If you look at a row of the stereocilia, you can see that there are three which are arranged like a staircase, from the smallest to the largest. If you move the hair cells, a small filament – the tip link – opens the ionic channels. During the development of the hair cells, not only the tip links but many other filaments help to form this bundle of stereocilia. If these filaments have mutated, the stereocilia don’t develop normally. If they’re missing completely, the stereocilia don’t develop at all and the person is born deaf. In the eye, the same filaments do not serve to build the photo receptors, but they do serve to stabilize them. If the filaments are missing, the photo receptors deteriorate over time and the person slowly goes blind. Again, in the case of mild mutations, sufferers often see normally but become deaf, as the mechanical signal transmission gets worse over time. This is probably because there are thousands of filaments in the eye, whereas there is only a single one for opening the ionic channel in the ear.

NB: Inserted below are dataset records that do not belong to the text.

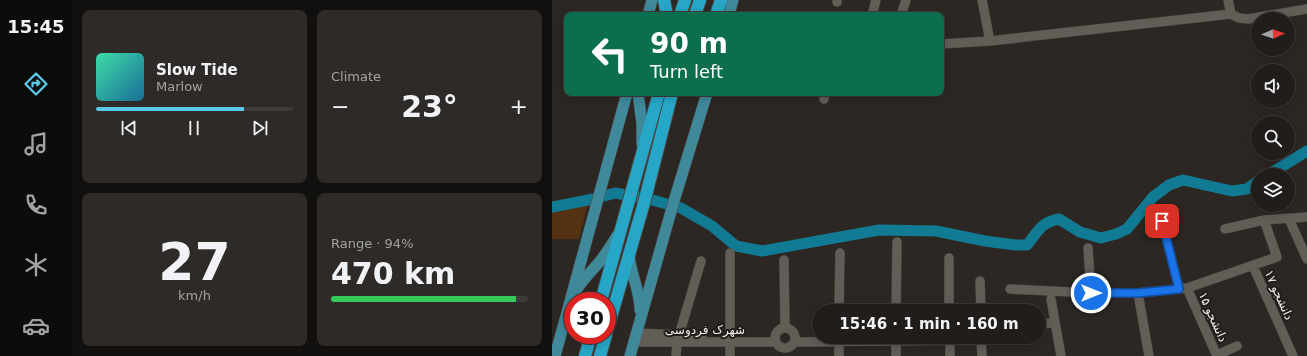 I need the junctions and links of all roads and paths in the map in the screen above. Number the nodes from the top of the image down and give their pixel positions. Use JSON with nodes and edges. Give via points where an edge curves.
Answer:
{"nodes":[{"id":1,"x":652,"y":0,"type":"edge"},
{"id":2,"x":664,"y":0,"type":"edge"},
{"id":3,"x":685,"y":0,"type":"edge"},
{"id":4,"x":700,"y":0,"type":"edge"},
{"id":5,"x":721,"y":0,"type":"edge"},
{"id":6,"x":733,"y":0,"type":"edge"},
{"id":7,"x":876,"y":0,"type":"edge"},
{"id":8,"x":906,"y":0,"type":"edge"},
{"id":9,"x":982,"y":0,"type":"edge"},
{"id":10,"x":1228,"y":0,"type":"edge"},
{"id":11,"x":1307,"y":9,"type":"edge"},
{"id":12,"x":649,"y":12,"type":"edge"},
{"id":13,"x":666,"y":12,"type":"edge"},
{"id":14,"x":681,"y":12,"type":"edge"},
{"id":15,"x":696,"y":12,"type":"edge"},
{"id":16,"x":717,"y":12,"type":"edge"},
{"id":17,"x":730,"y":12,"type":"edge"},
{"id":18,"x":873,"y":12,"type":"edge"},
{"id":19,"x":902,"y":12,"type":"edge"},
{"id":20,"x":1231,"y":14,"type":"junction"},
{"id":21,"x":990,"y":41,"type":"junction"},
{"id":22,"x":944,"y":44,"type":"edge"},
{"id":23,"x":626,"y":96,"type":"edge"},
{"id":24,"x":638,"y":96,"type":"edge"},
{"id":25,"x":658,"y":96,"type":"edge"},
{"id":26,"x":672,"y":96,"type":"edge"},
{"id":27,"x":706,"y":96,"type":"edge"},
{"id":28,"x":642,"y":155,"type":"junction"},
{"id":29,"x":1307,"y":217,"type":"edge"},
{"id":30,"x":1290,"y":219,"type":"junction"},
{"id":31,"x":1264,"y":220,"type":"junction"},
{"id":32,"x":1162,"y":221,"type":"dead end"},
{"id":33,"x":621,"y":229,"type":"junction"},
{"id":34,"x":1225,"y":229,"type":"dead end"},
{"id":35,"x":897,"y":242,"type":"dead end"},
{"id":36,"x":1088,"y":248,"type":"dead end"},
{"id":37,"x":730,"y":253,"type":"dead end"},
{"id":38,"x":840,"y":253,"type":"dead end"},
{"id":39,"x":629,"y":254,"type":"junction"},
{"id":40,"x":949,"y":258,"type":"dead end"},
{"id":41,"x":1307,"y":259,"type":"edge"},
{"id":42,"x":701,"y":260,"type":"dead end"},
{"id":43,"x":784,"y":260,"type":"dead end"},
{"id":44,"x":1253,"y":266,"type":"junction"},
{"id":45,"x":980,"y":281,"type":"dead end"},
{"id":46,"x":1010,"y":289,"type":"dead end"},
{"id":47,"x":1183,"y":289,"type":"junction"},
{"id":48,"x":572,"y":292,"type":"edge"},
{"id":49,"x":575,"y":292,"type":"edge"},
{"id":50,"x":604,"y":292,"type":"edge"},
{"id":51,"x":1091,"y":293,"type":"junction"},
{"id":52,"x":1138,"y":293,"type":"junction"},
{"id":53,"x":1051,"y":299,"type":"dead end"},
{"id":54,"x":616,"y":300,"type":"edge"},
{"id":55,"x":840,"y":304,"type":"edge"},
{"id":56,"x":896,"y":304,"type":"edge"},
{"id":57,"x":949,"y":304,"type":"edge"},
{"id":58,"x":981,"y":304,"type":"edge"},
{"id":59,"x":640,"y":319,"type":"junction"},
{"id":60,"x":1055,"y":322,"type":"junction"},
{"id":61,"x":564,"y":323,"type":"edge"},
{"id":62,"x":1046,"y":324,"type":"edge"},
{"id":63,"x":785,"y":328,"type":"junction"},
{"id":64,"x":635,"y":337,"type":"junction"},
{"id":65,"x":678,"y":339,"type":"junction"},
{"id":66,"x":776,"y":339,"type":"junction"},
{"id":67,"x":730,"y":340,"type":"junction"},
{"id":68,"x":795,"y":340,"type":"junction"},
{"id":69,"x":812,"y":340,"type":"edge"},
{"id":70,"x":588,"y":344,"type":"edge"},
{"id":71,"x":603,"y":344,"type":"edge"},
{"id":72,"x":839,"y":344,"type":"edge"},
{"id":73,"x":896,"y":344,"type":"edge"},
{"id":74,"x":949,"y":344,"type":"edge"},
{"id":75,"x":981,"y":344,"type":"edge"},
{"id":76,"x":1237,"y":346,"type":"dead end"},
{"id":77,"x":784,"y":352,"type":"edge"},
{"id":78,"x":555,"y":356,"type":"edge"},
{"id":79,"x":585,"y":356,"type":"edge"},
{"id":80,"x":600,"y":356,"type":"edge"},
{"id":81,"x":630,"y":356,"type":"edge"},
{"id":82,"x":676,"y":356,"type":"edge"},
{"id":83,"x":730,"y":356,"type":"edge"},
{"id":84,"x":839,"y":356,"type":"edge"},
{"id":85,"x":896,"y":356,"type":"edge"},
{"id":86,"x":950,"y":356,"type":"edge"},
{"id":87,"x":982,"y":356,"type":"edge"},
{"id":88,"x":1061,"y":356,"type":"edge"},
{"id":89,"x":1149,"y":356,"type":"edge"},
{"id":90,"x":1217,"y":356,"type":"edge"},
{"id":91,"x":1293,"y":356,"type":"edge"}],
"edges":[{"from":1,"to":12,"type":"main road"},
{"from":2,"to":13,"type":"highway"},
{"from":3,"to":14,"type":"highway"},
{"from":4,"to":15,"type":"highway"},
{"from":5,"to":16,"type":"highway"},
{"from":6,"to":17,"type":"main road"},
{"from":7,"to":18,"type":"street"},
{"from":8,"to":19,"type":"street"},
{"from":9,"to":21,"type":"street"},
{"from":10,"to":20,"type":"street"},
{"from":11,"to":20,"type":"street","via":[[1248,19]]},
{"from":20,"to":21,"type":"street"},
{"from":21,"to":22,"type":"street"},
{"from":23,"to":48,"type":"main road"},
{"from":24,"to":28,"type":"main road"},
{"from":25,"to":28,"type":"highway"},
{"from":26,"to":39,"type":"highway"},
{"from":27,"to":59,"type":"main road"},
{"from":28,"to":33,"type":"highway"},
{"from":29,"to":30,"type":"street"},
{"from":30,"to":31,"type":"street"},
{"from":30,"to":41,"type":"street"},
{"from":31,"to":34,"type":"street"},
{"from":31,"to":44,"type":"street","via":[[1277,258]]},
{"from":32,"to":47,"type":"street","name":"دانشجو ۱۵"},
{"from":33,"to":49,"type":"main road","via":[[608,251],[584,278]]},
{"from":33,"to":50,"type":"highway"},
{"from":35,"to":56,"type":"street"},
{"from":36,"to":51,"type":"street"},
{"from":37,"to":67,"type":"street"},
{"from":38,"to":55,"type":"street"},
{"from":39,"to":54,"type":"highway"},
{"from":39,"to":59,"type":"main road","via":[[630,270],[640,298]]},
{"from":40,"to":57,"type":"street"},
{"from":42,"to":65,"type":"street"},
{"from":43,"to":63,"type":"street"},
{"from":44,"to":47,"type":"street"},
{"from":44,"to":91,"type":"street","name":"دانشجو ۱۷"},
{"from":45,"to":58,"type":"street"},
{"from":46,"to":51,"type":"street"},
{"from":47,"to":52,"type":"street"},
{"from":47,"to":90,"type":"street","name":"دانشجو ۱۵"},
{"from":51,"to":52,"type":"street"},
{"from":52,"to":89,"type":"street"},
{"from":53,"to":60,"type":"street"},
{"from":59,"to":64,"type":"main road"},
{"from":60,"to":62,"type":"street"},
{"from":60,"to":88,"type":"street"},
{"from":61,"to":78,"type":"main road"},
{"from":63,"to":66,"type":"street","via":[[779,330]]},
{"from":63,"to":68,"type":"street","via":[[792,330]]},
{"from":64,"to":65,"type":"street","name":"شهرک فردوسی"},
{"from":64,"to":81,"type":"main road"},
{"from":65,"to":67,"type":"street","name":"شهرک فردوسی"},
{"from":65,"to":82,"type":"street"},
{"from":66,"to":67,"type":"street","name":"شهرک فردوسی"},
{"from":66,"to":77,"type":"street"},
{"from":67,"to":83,"type":"street"},
{"from":68,"to":69,"type":"street"},
{"from":68,"to":77,"type":"street"},
{"from":70,"to":79,"type":"highway"},
{"from":71,"to":80,"type":"highway"},
{"from":72,"to":84,"type":"street"},
{"from":73,"to":85,"type":"street"},
{"from":74,"to":86,"type":"street"},
{"from":75,"to":87,"type":"street"},
{"from":76,"to":90,"type":"street"}]}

Does it involve purely basic research or are your research results also applied in the clinic?

I’m mainly interested in how the body turns mechanical sensory impressions into electrical signals and thereby retains all the information. How do we get an impression of a sound and how is it registered in the brain? However, in our research it became clear to me that the results are of great importance for medicine. I definitely feel a responsibility to develop something for patients from it. We therefore founded a company over two years ago. We’re trying to develop a treatment for hearing loss that doesn’t simply consist of using a hearing aid. Instead, we want to work at the molecular level, i.e. using medications or gene therapy. We’re already conducting the first clinical experiments.

Could you also imagine returning to Germany on a long-term basis? 

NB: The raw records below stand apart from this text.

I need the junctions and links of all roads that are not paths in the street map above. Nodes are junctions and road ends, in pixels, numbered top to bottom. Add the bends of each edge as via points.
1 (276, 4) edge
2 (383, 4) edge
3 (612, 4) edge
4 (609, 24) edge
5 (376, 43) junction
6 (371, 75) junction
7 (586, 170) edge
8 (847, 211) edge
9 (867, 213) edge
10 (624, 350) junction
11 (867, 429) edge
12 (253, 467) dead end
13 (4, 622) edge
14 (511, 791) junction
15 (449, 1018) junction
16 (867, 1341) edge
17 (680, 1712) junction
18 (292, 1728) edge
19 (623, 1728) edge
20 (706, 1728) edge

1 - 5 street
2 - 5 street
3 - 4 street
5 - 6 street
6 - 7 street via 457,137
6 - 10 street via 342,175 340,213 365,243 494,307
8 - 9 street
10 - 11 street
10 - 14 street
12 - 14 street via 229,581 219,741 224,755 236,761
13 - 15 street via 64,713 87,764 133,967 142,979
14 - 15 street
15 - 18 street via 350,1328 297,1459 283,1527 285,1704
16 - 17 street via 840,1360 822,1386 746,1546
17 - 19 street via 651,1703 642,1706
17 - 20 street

At the moment, I don’t have any plans to move. In Baltimore, I’ve just built up my research team and particularly my eldest daughter first needs to settle into the new environment. We thought about moving to Germany two years ago, but no suitable opportunity arose. If we were to move to Germany one day, Berlin would be our chosen location. Berlin is an international city with a heart. You get the feeling that it would be possible to live here. I also like Cologne, but I think my family would find it easier to settle down in Berlin. After all, my wife and children have never lived in Germany. A big city with the kind of atmosphere that Berlin has would certainly be very attractive. I’m also very interested in history. Berlin does have a lot to offer in that area. We are planning on visiting Berlin for a couple of months in the summer; it was a little too soon to do that last summer.

Is there anything you’d like to recommend to other “returners” when they come to Berlin?

I happen to have the book “Little Man, What Now?” in my rucksack. When I walk through Berlin, I have the feeling that the history of the city is omnipresent – so I’ve got into the habit of reading Hans Fallada on my visits. This allows me to immerse myself in the history of the city and feel the atmosphere of past decades.